# Barking at son's visiting playmates



## Gsdcooper (Apr 13, 2012)

Hi,

I need some advice on how to train my 5 month old GSD male, Cooper, to greet children visitors to our home. 

We have a 7 year old son and when boys come over for a playdate, Cooper barks, snarls and tries to get to them. I don't feel he is ready to actually meet them because quite frankly, I don't know what he will do to the children while "defending" my own child. (he is on a leash or crated when they are here, so the visiting children are not at risk). He is acting very protective of his boy, I get it, but no commands or treats seem to be working. This example is the exact reason I want to get Cooper into advanced obedience so I wouldn't feel this way.

Some background on Cooper:
Cooper's parents were bred for protection and companionship. His sire is a Czech import. His mother is a working dog. we brought Cooper home at 8 weeks and socialized him at my son's school. He loved being around the kids. Well, since summer break, he has grown significantly and his exposure to kids has evaporated. He is a very sweet tempered dog, but his protective side is starting to show. He has been through 6 weeks of puppy socialization classes before 4 months and is 2 weeks into an obedience class for over 4 month olds. we go to dog parks, with my son and Cooper is friendly to the dogs and kids. It seems to be a problem only at our home.
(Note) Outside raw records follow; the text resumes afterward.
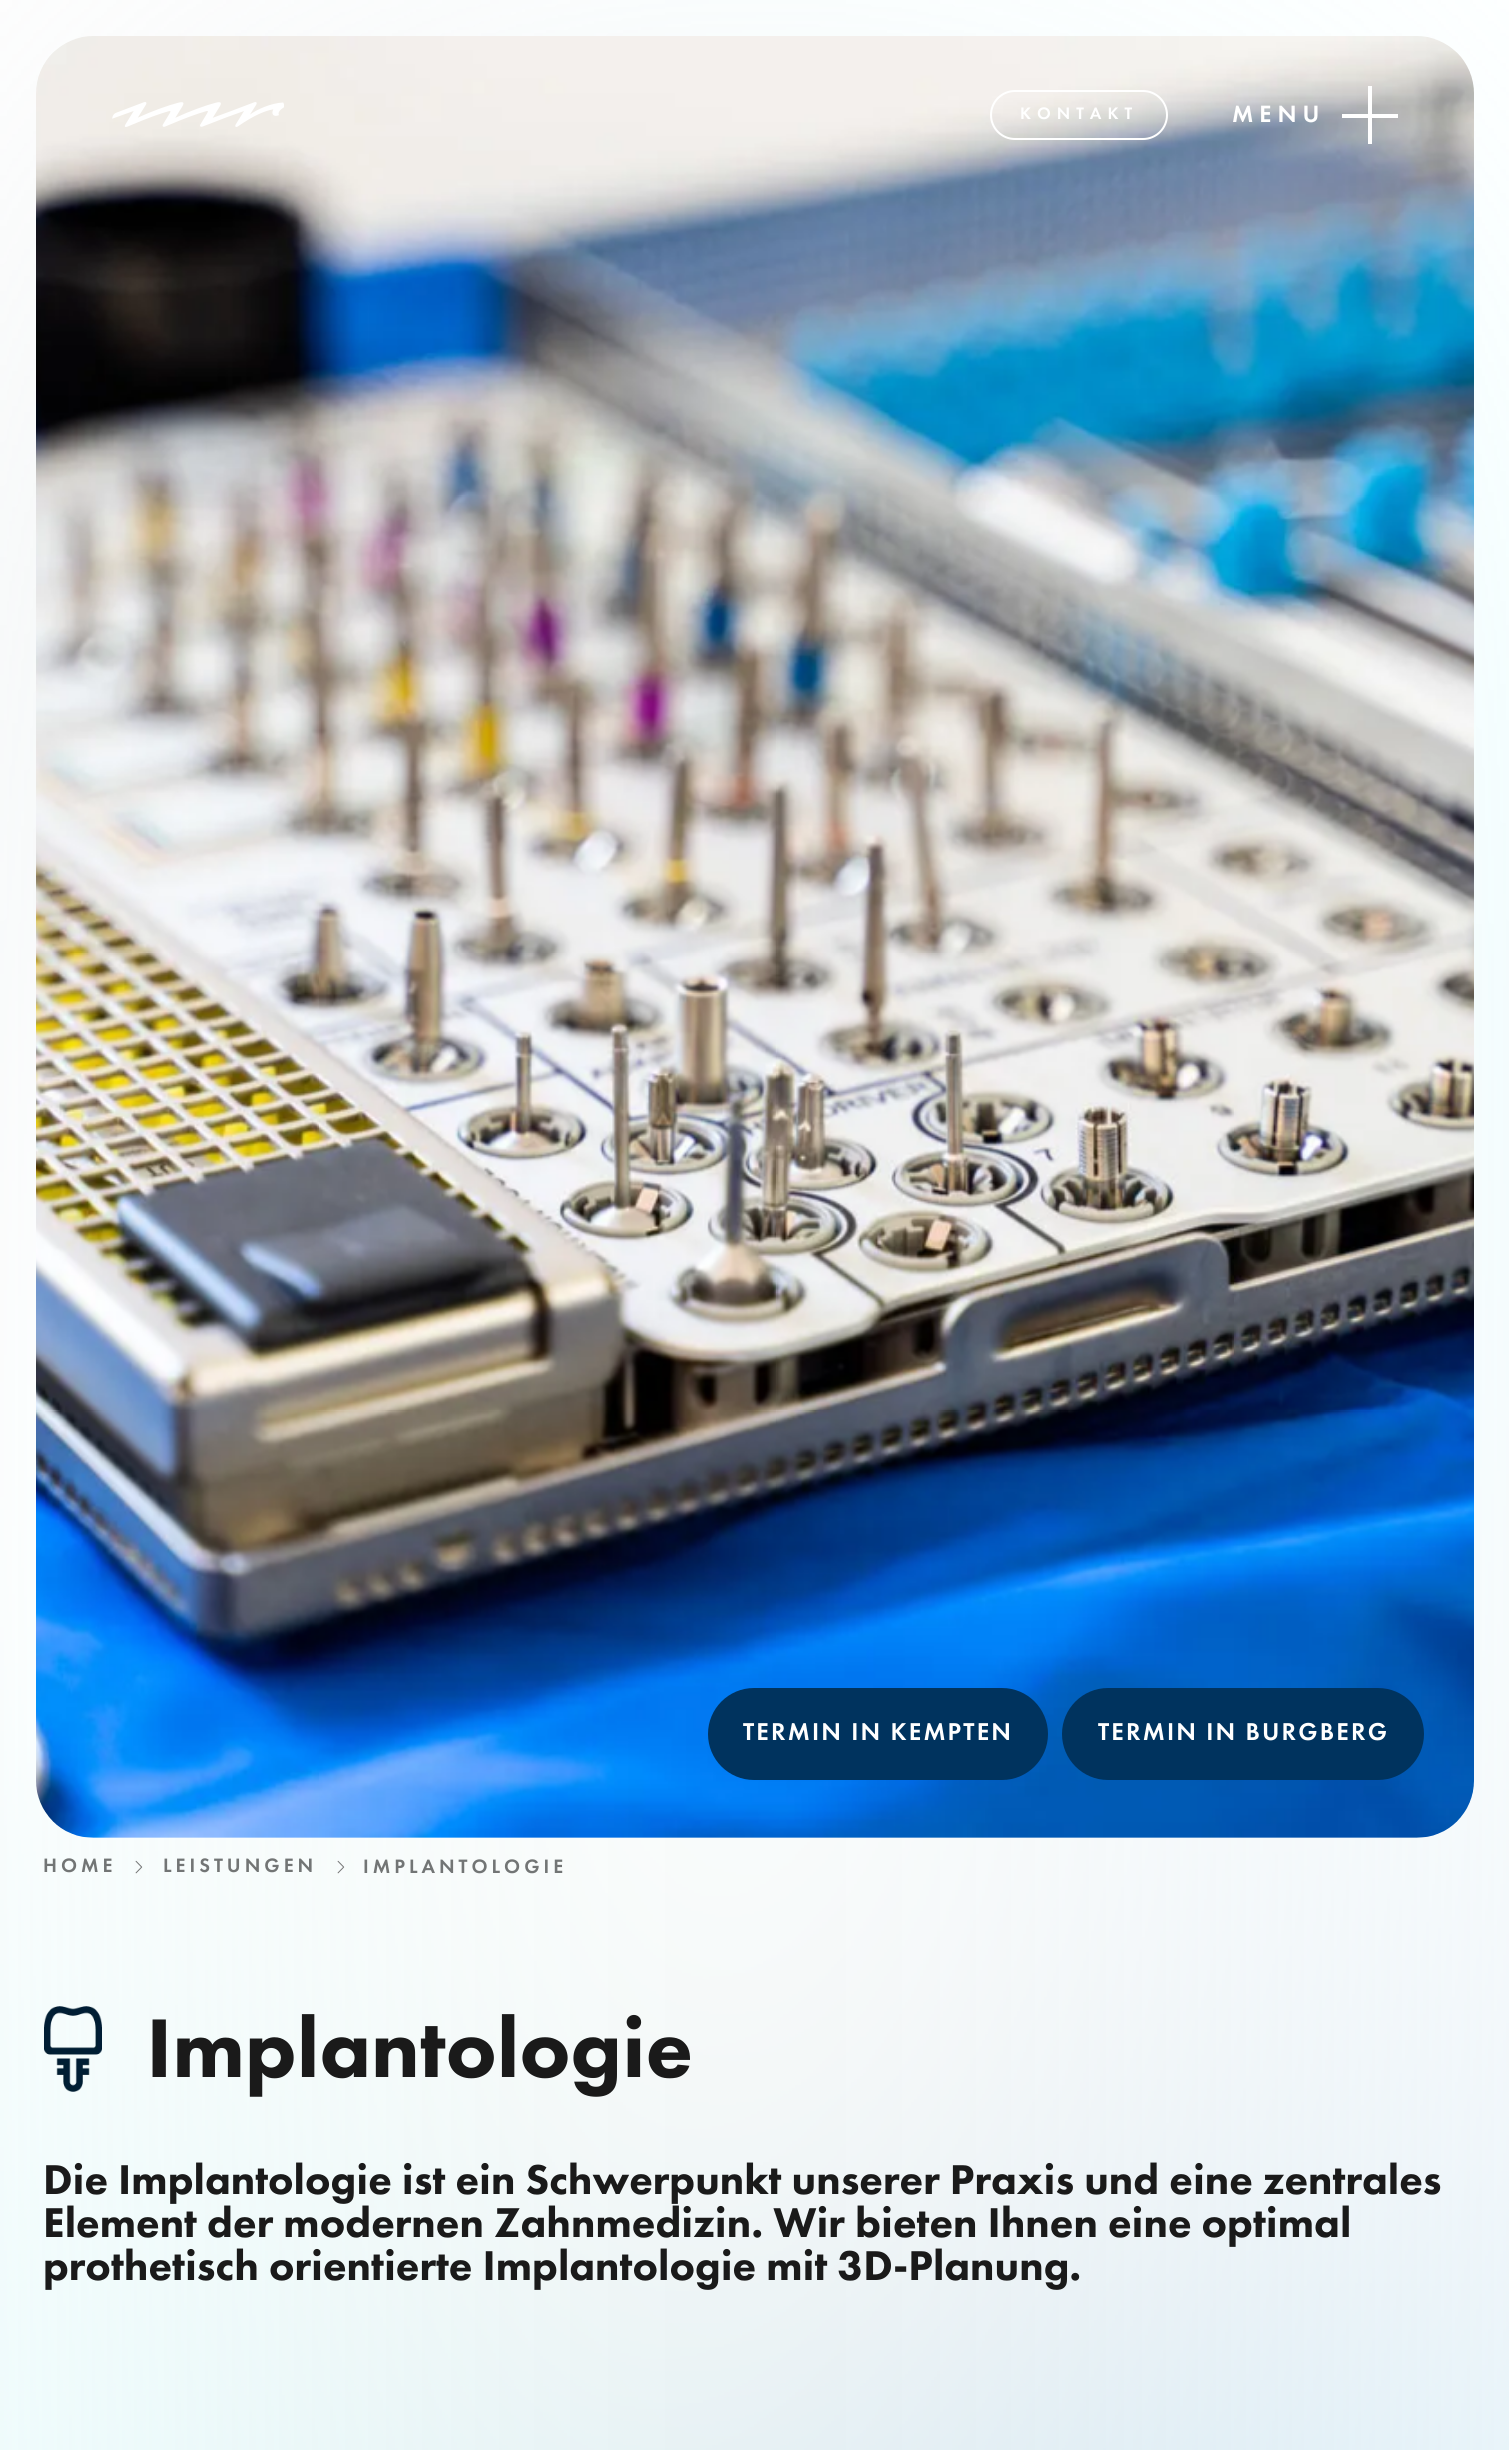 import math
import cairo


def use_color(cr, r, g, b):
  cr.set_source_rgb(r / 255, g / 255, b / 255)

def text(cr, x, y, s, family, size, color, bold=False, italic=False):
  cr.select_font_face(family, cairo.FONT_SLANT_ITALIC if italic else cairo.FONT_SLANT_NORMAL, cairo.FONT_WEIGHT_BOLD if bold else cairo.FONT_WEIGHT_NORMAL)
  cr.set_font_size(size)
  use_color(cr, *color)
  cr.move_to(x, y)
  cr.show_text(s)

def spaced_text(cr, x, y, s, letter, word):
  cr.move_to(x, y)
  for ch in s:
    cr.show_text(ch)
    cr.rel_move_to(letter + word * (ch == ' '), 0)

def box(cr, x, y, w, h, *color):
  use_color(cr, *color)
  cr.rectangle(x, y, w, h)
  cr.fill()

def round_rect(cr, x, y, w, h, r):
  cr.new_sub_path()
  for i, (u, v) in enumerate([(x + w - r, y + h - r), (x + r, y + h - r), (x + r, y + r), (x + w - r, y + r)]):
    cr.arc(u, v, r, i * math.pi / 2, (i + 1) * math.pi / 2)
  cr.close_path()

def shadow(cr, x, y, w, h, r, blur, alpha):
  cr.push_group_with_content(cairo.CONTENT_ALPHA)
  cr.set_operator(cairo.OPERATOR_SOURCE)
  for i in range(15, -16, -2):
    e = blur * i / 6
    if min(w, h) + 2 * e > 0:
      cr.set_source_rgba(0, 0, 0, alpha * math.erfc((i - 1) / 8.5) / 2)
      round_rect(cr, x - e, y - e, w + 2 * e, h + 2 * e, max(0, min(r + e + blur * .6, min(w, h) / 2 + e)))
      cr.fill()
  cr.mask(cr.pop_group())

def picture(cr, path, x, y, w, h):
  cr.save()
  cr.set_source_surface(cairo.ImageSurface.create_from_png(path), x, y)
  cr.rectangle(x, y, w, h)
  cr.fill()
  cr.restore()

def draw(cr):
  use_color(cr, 255, 255, 255)
  cr.paint()
  picture(cr, "img_02.png", 0, 0, 1509, 2450)
  picture(cr, "img_04.png", 135, 1860, 8, 14)
  picture(cr, "img_05.png", 337, 1860, 8, 14)
  shadow(cr, 180, 180, 1150, 1514, 0, 86.5, 1)
  picture(cr, "img_03.png", 36, 36, 1438, 1802)
  picture(cr, "img_01.png", 112, 102, 172, 25)
  round_rect(cr, 991, 91, 176, 48, 24)
  use_color(cr, 255, 255, 255)
  cr.stroke()
  box(cr, 1342, 114, 56, 4, 255, 255, 255)
  box(cr, 1368, 86, 4, 58, 255, 255, 255)
  use_color(cr, 0, 51, 94)
  round_rect(cr, 708, 1688, 340, 92, 46)
  cr.fill()
  round_rect(cr, 1062, 1688, 362, 92, 46)
  cr.fill()
  picture(cr, "img_06.png", 44, 2006, 58, 86)
  cr.select_font_face("Futura PT Medium")
  cr.set_font_size(17.25)
  use_color(cr, 255, 255, 255)
  spaced_text(cr, 1020, 119, "KONTAKT", 6, 0)
  cr.set_font_size(24.5)
  spaced_text(cr, 1232, 122, "MENU", 6, 0)
  cr.set_font_size(25.25)
  spaced_text(cr, 743, 1740, "TERMIN IN KEMPTEN", 2.2, 0)
  spaced_text(cr, 1098, 1740, "TERMIN IN BURGBERG", 2.2, 0)
  cr.set_font_size(20.1)
  use_color(cr, 114, 117, 117)
  spaced_text(cr, 43, 1872, "HOME", 4, 0)
  spaced_text(cr, 163, 1872, "LEISTUNGEN", 4, 0)
  spaced_text(cr, 363, 1873, "IMPLANTOLOGIE", 4, 0)
  text(cr, 146, 2077, "Implantologie", "Futura PT Black", 86.25, (26, 26, 26))
  text(cr, 43, 2194, "Die Implantologie ist ein Schwerpunkt unserer Praxis und eine zentrales", "Futura PT Black", 43.15, (26, 26, 26))
  text(cr, 43, 2237, "Element der modernen Zahnmedizin. Wir bieten Ihnen eine optimal", "Futura PT Black", 43.15, (26, 26, 26))
  text(cr, 43, 2280, "prothetisch orientierte Implantologie mit 3D-Planung.", "Futura PT Black", 43.15, (26, 26, 26))


surface = cairo.ImageSurface(cairo.FORMAT_RGB24, 1509, 2450)
cr = cairo.Context(surface)
options = cairo.FontOptions()
options.set_hint_metrics(cairo.HINT_METRICS_OFF)
options.set_hint_style(cairo.HINT_STYLE_NONE)
cr.set_font_options(options)
cr.set_miter_limit(4)
draw(cr)
surface.write_to_png("out.png")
Any advice would be greatly appreciated.

Oh, and if I could figure out how to post a picture from my IPad, I will!


----------



## Kev (Sep 11, 2011)

as doggiedad says, socialize socialize socialize.
Try bringing cooper to little kid parks. (not dog parks lol)
maybe he's reacting to your confidence in him? (relax and loose leash as much as possible, even praise him)
classes with trainers advice is another way to boost the confidence of your pup.
Cooper could be protective at this age. (most likely not, maybe just a little bit insecure)

Enjoy your pup


----------